[Saved data entries]
^^^^^^^^^^^^^^^^
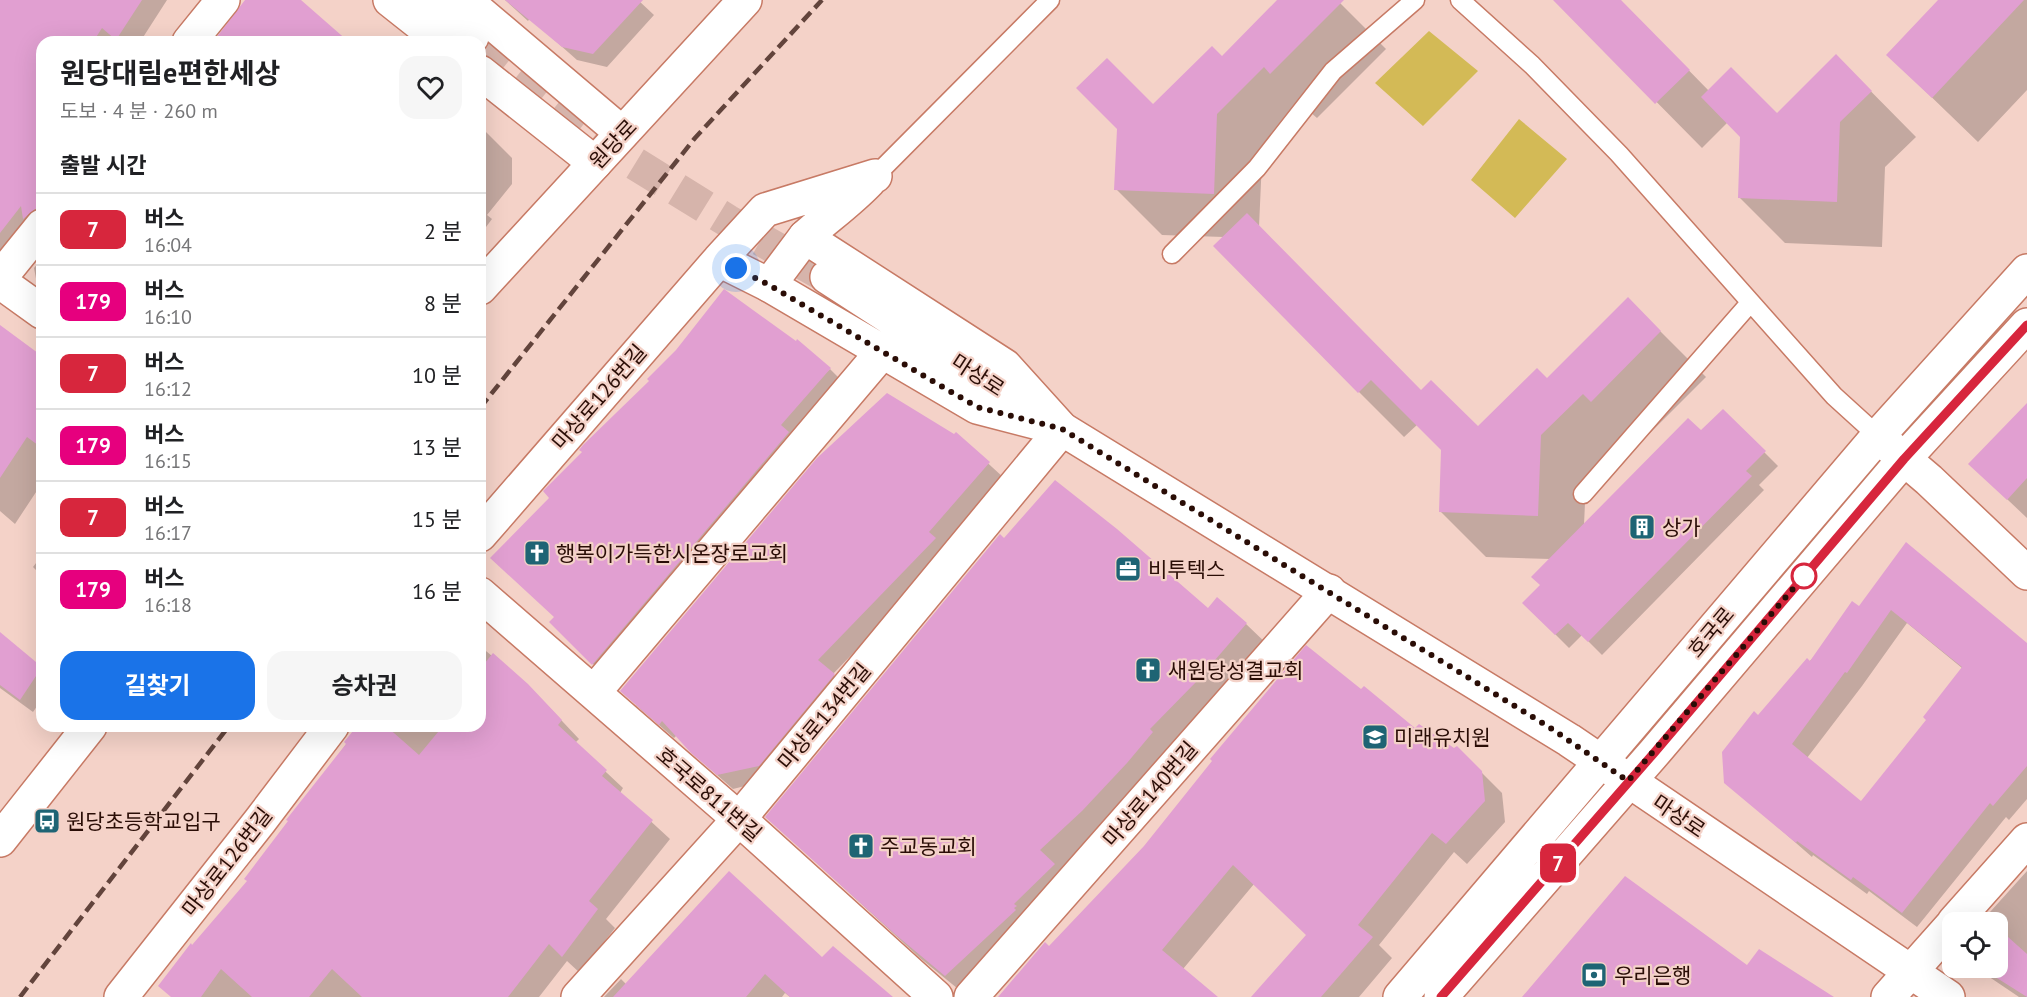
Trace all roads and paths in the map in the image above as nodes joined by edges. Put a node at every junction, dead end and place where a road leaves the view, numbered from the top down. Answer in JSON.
{"nodes":[{"id":1,"x":223,"y":0,"type":"edge"},
{"id":2,"x":390,"y":0,"type":"edge"},
{"id":3,"x":425,"y":0,"type":"edge"},
{"id":4,"x":465,"y":0,"type":"edge"},
{"id":5,"x":745,"y":0,"type":"edge"},
{"id":6,"x":1050,"y":0,"type":"edge"},
{"id":7,"x":1415,"y":0,"type":"edge"},
{"id":8,"x":1460,"y":0,"type":"edge"},
{"id":9,"x":194,"y":36,"type":"edge"},
{"id":10,"x":450,"y":36,"type":"edge"},
{"id":11,"x":454,"y":36,"type":"edge"},
{"id":12,"x":486,"y":77,"type":"edge"},
{"id":13,"x":622,"y":133,"type":"junction"},
{"id":14,"x":595,"y":163,"type":"junction"},
{"id":15,"x":875,"y":176,"type":"junction"},
{"id":16,"x":36,"y":234,"type":"edge"},
{"id":17,"x":805,"y":237,"type":"junction"},
{"id":18,"x":1172,"y":254,"type":"dead end"},
{"id":19,"x":719,"y":260,"type":"junction"},
{"id":20,"x":2027,"y":271,"type":"edge"},
{"id":21,"x":827,"y":277,"type":"tunnel mouth"},
{"id":22,"x":0,"y":280,"type":"edge"},
{"id":23,"x":486,"y":281,"type":"edge"},
{"id":24,"x":769,"y":285,"type":"junction"},
{"id":25,"x":1750,"y":303,"type":"junction"},
{"id":26,"x":36,"y":307,"type":"edge"},
{"id":27,"x":2027,"y":325,"type":"edge"},
{"id":28,"x":883,"y":351,"type":"junction"},
{"id":29,"x":1062,"y":429,"type":"junction"},
{"id":30,"x":1878,"y":436,"type":"junction"},
{"id":31,"x":1904,"y":459,"type":"junction"},
{"id":32,"x":1583,"y":494,"type":"dead end"},
{"id":33,"x":486,"y":528,"type":"edge"},
{"id":34,"x":2027,"y":573,"type":"edge"},
{"id":35,"x":1329,"y":591,"type":"junction"},
{"id":36,"x":486,"y":599,"type":"edge"},
{"id":37,"x":594,"y":692,"type":"junction"},
{"id":38,"x":85,"y":732,"type":"edge"},
{"id":39,"x":327,"y":732,"type":"edge"},
{"id":40,"x":1600,"y":763,"type":"junction"},
{"id":41,"x":1628,"y":781,"type":"junction"},
{"id":42,"x":739,"y":819,"type":"junction"},
{"id":43,"x":0,"y":840,"type":"edge"},
{"id":44,"x":2027,"y":840,"type":"edge"},
{"id":45,"x":1964,"y":912,"type":"edge"},
{"id":46,"x":1942,"y":936,"type":"edge"},
{"id":47,"x":1911,"y":970,"type":"junction"},
{"id":48,"x":131,"y":993,"type":"edge"},
{"id":49,"x":578,"y":997,"type":"edge"},
{"id":50,"x":936,"y":997,"type":"edge"},
{"id":51,"x":971,"y":997,"type":"edge"},
{"id":52,"x":1400,"y":997,"type":"edge"},
{"id":53,"x":1441,"y":997,"type":"edge"},
{"id":54,"x":1888,"y":997,"type":"edge"},
{"id":55,"x":1948,"y":997,"type":"edge"}],
"edges":[{"from":1,"to":9,"type":"street"},
{"from":2,"to":10,"type":"street"},
{"from":3,"to":11,"type":"street"},
{"from":4,"to":13,"type":"street"},
{"from":5,"to":13,"type":"street","name":"원당로"},
{"from":6,"to":15,"type":"lane"},
{"from":7,"to":18,"type":"lane"},
{"from":8,"to":25,"type":"lane"},
{"from":12,"to":14,"type":"street"},
{"from":13,"to":14,"type":"street","name":"원당로"},
{"from":14,"to":23,"type":"street","name":"원당로"},
{"from":15,"to":17,"type":"street"},
{"from":15,"to":19,"type":"street","name":"마상로126번길"},
{"from":16,"to":22,"type":"street"},
{"from":17,"to":24,"type":"street"},
{"from":17,"to":29,"type":"street"},
{"from":19,"to":24,"type":"street"},
{"from":19,"to":33,"type":"street","name":"마상로126번길"},
{"from":20,"to":30,"type":"street","name":"호국로"},
{"from":21,"to":29,"type":"street","name":"마상로"},
{"from":22,"to":26,"type":"street"},
{"from":24,"to":28,"type":"street"},
{"from":25,"to":30,"type":"lane"},
{"from":25,"to":32,"type":"lane"},
{"from":27,"to":31,"type":"street","name":"호국로"},
{"from":28,"to":29,"type":"street"},
{"from":28,"to":37,"type":"street"},
{"from":29,"to":35,"type":"street","name":"마상로"},
{"from":29,"to":42,"type":"street","name":"마상로134번길"},
{"from":30,"to":31,"type":"street"},
{"from":30,"to":40,"type":"street","name":"호국로"},
{"from":31,"to":34,"type":"street"},
{"from":31,"to":41,"type":"street","name":"호국로"},
{"from":35,"to":40,"type":"street","name":"마상로"},
{"from":35,"to":51,"type":"street","name":"마상로140번길"},
{"from":36,"to":37,"type":"street","name":"호국로811번길"},
{"from":37,"to":42,"type":"street","name":"호국로811번길"},
{"from":38,"to":43,"type":"street"},
{"from":39,"to":48,"type":"street","name":"마상로126번길"},
{"from":40,"to":41,"type":"street","name":"마상로"},
{"from":40,"to":52,"type":"street","name":"호국로"},
{"from":41,"to":47,"type":"street","name":"마상로"},
{"from":41,"to":53,"type":"street","name":"호국로"},
{"from":42,"to":49,"type":"street","name":"마상로134번길"},
{"from":42,"to":50,"type":"street","name":"호국로811번길"},
{"from":44,"to":45,"type":"street"},
{"from":46,"to":47,"type":"street"},
{"from":47,"to":54,"type":"street"},
{"from":47,"to":55,"type":"street","name":"마상로"}]}
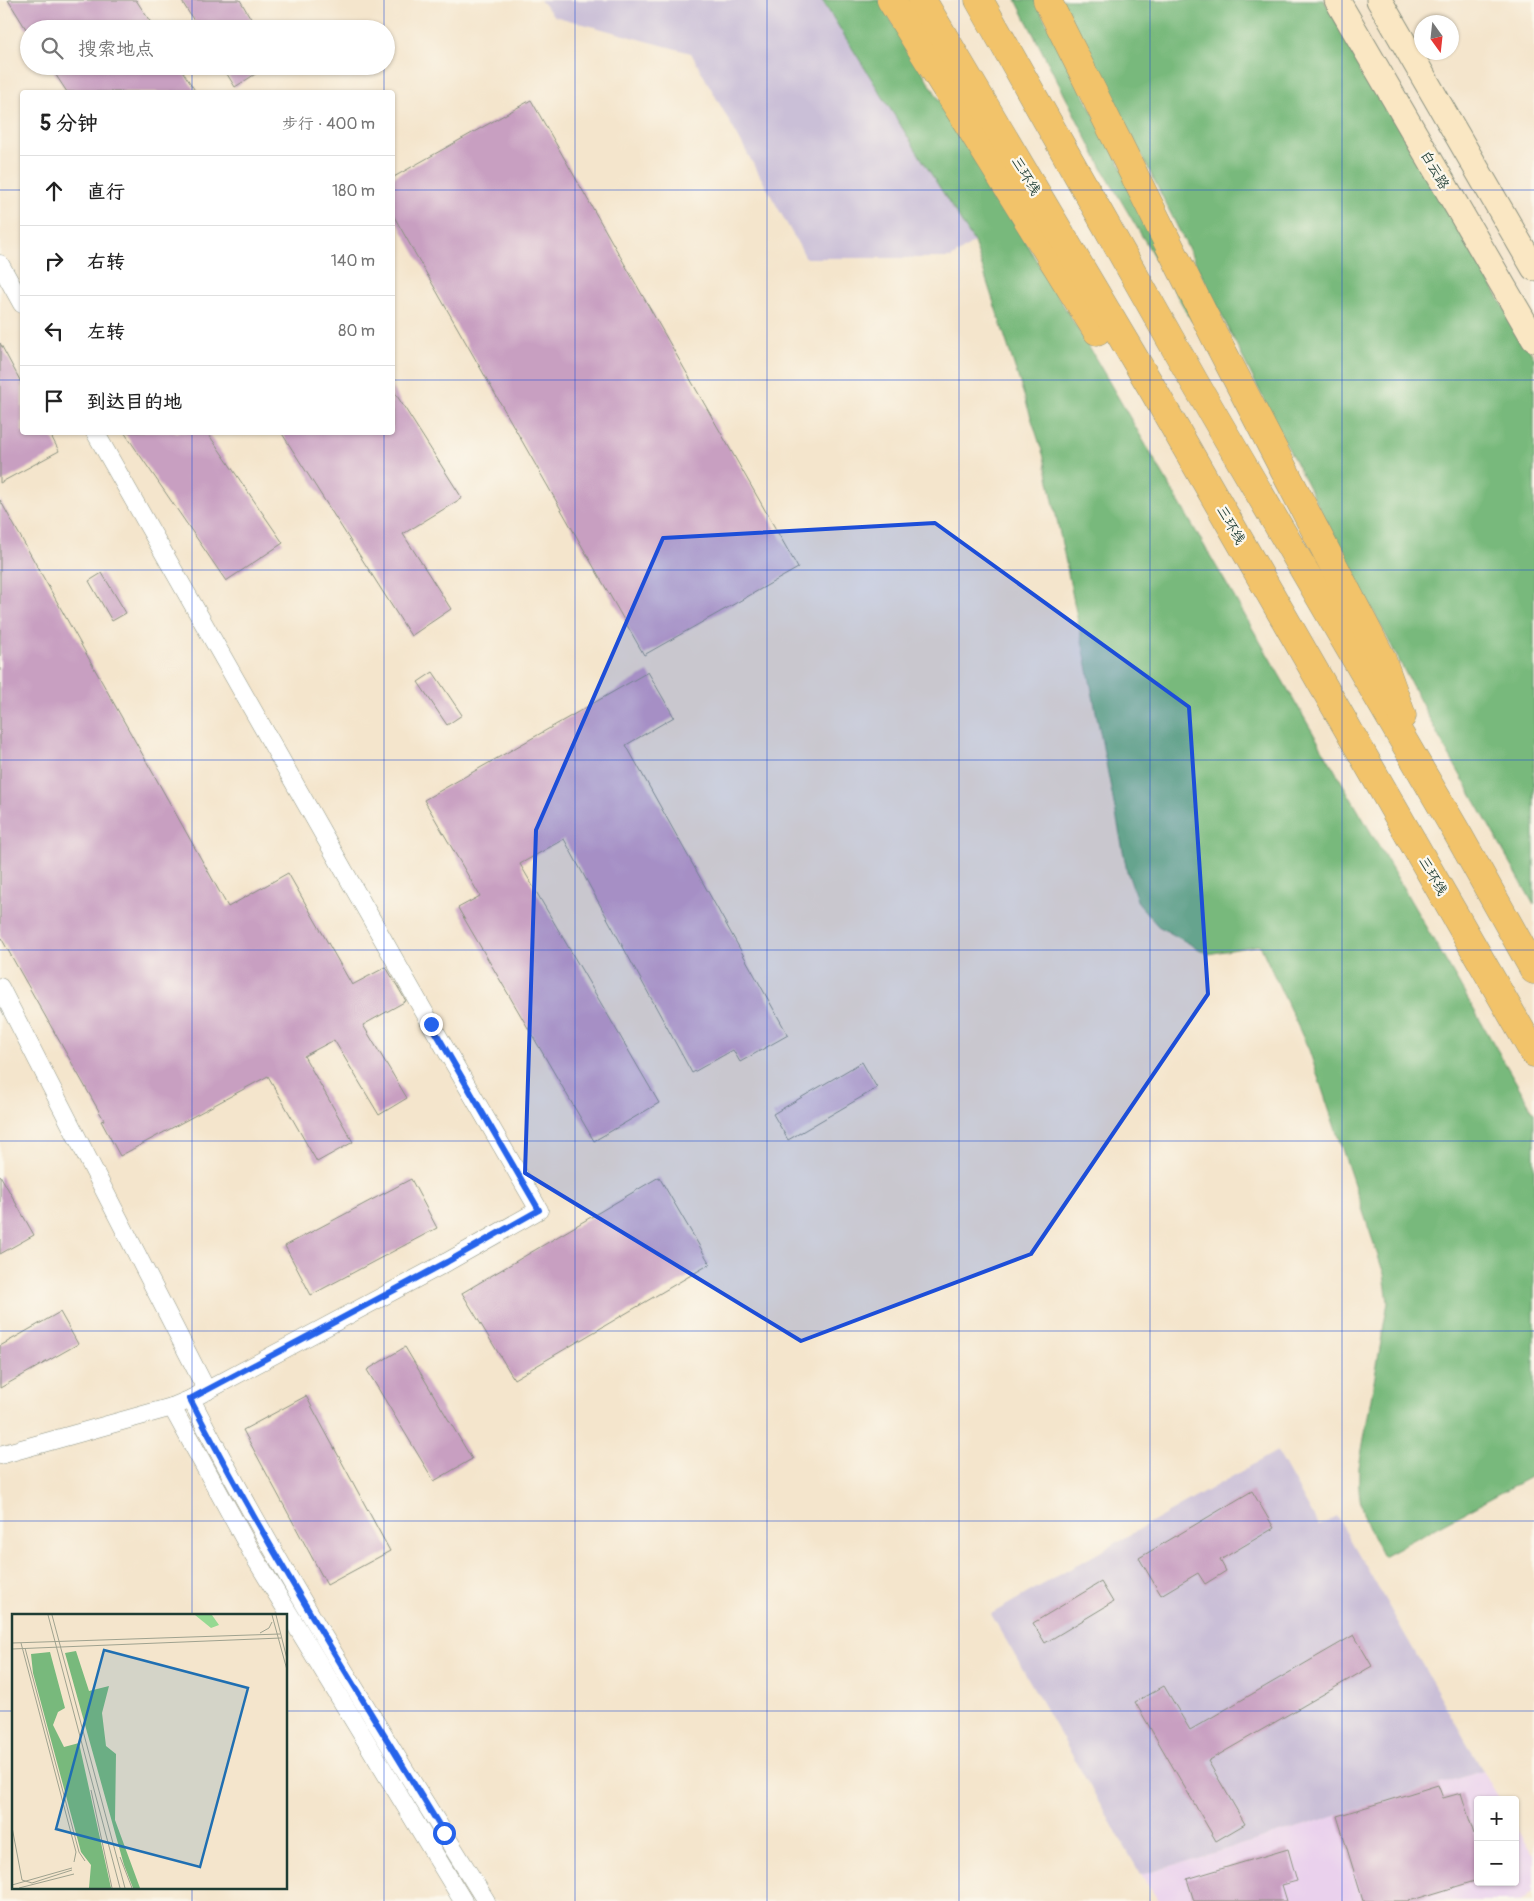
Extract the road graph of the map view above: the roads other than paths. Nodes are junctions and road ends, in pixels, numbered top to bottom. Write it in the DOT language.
graph roads {
  1 [pos="891,0"];
  2 [pos="979,0"];
  3 [pos="1047,0"];
  4 [pos="1337,0"];
  5 [pos="1379,0"];
  6 [pos="924,4"];
  7 [pos="0,264"];
  8 [pos="1534,268"];
  9 [pos="20,300"];
  10 [pos="1534,339"];
  11 [pos="1152,388"];
  12 [pos="97,435"];
  13 [pos="1418,765"];
  14 [pos="1534,970"];
  15 [pos="0,987"];
  16 [pos="1534,1053"];
  17 [pos="207,1391"];
  18 [pos="190,1399"];
  19 [pos="172,1407"];
  20 [pos="0,1455"];
  21 [pos="463,1901"];
  22 [pos="486,1901"];
  1 -- 11 [label="highway"];
  2 -- 13 [label="highway"];
  3 -- 13 [label="highway"];
  4 -- 10 [label="street, 白云路"];
  5 -- 8 [label="street"];
  6 -- 11 [label="highway, 三环线"];
  7 -- 9 [label="street"];
  11 -- 16 [label="highway, 三环线"];
  12 -- 17 [label="street"];
  13 -- 14 [label="highway"];
  15 -- 17 [label="street"];
  17 -- 18 [label="street"];
  18 -- 19 [label="street"];
  18 -- 22 [label="street"];
  19 -- 20 [label="street"];
  19 -- 21 [label="street"];
}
^^^^^^^^^^^^^^^^
* [Exercise requirements]: Search the records for the word "above". Copy each line where it appears.

* [Task result]:
Trace all roads and paths in the map in the image above as nodes joined by edges. Put a node at every junction, dead end and place where a road leaves the view, numbered from the top down. Answer in JSON.
Extract the road graph of the map view above: the roads other than paths. Nodes are junctions and road ends, in pixels, numbered top to bottom. Write it in the DOT language.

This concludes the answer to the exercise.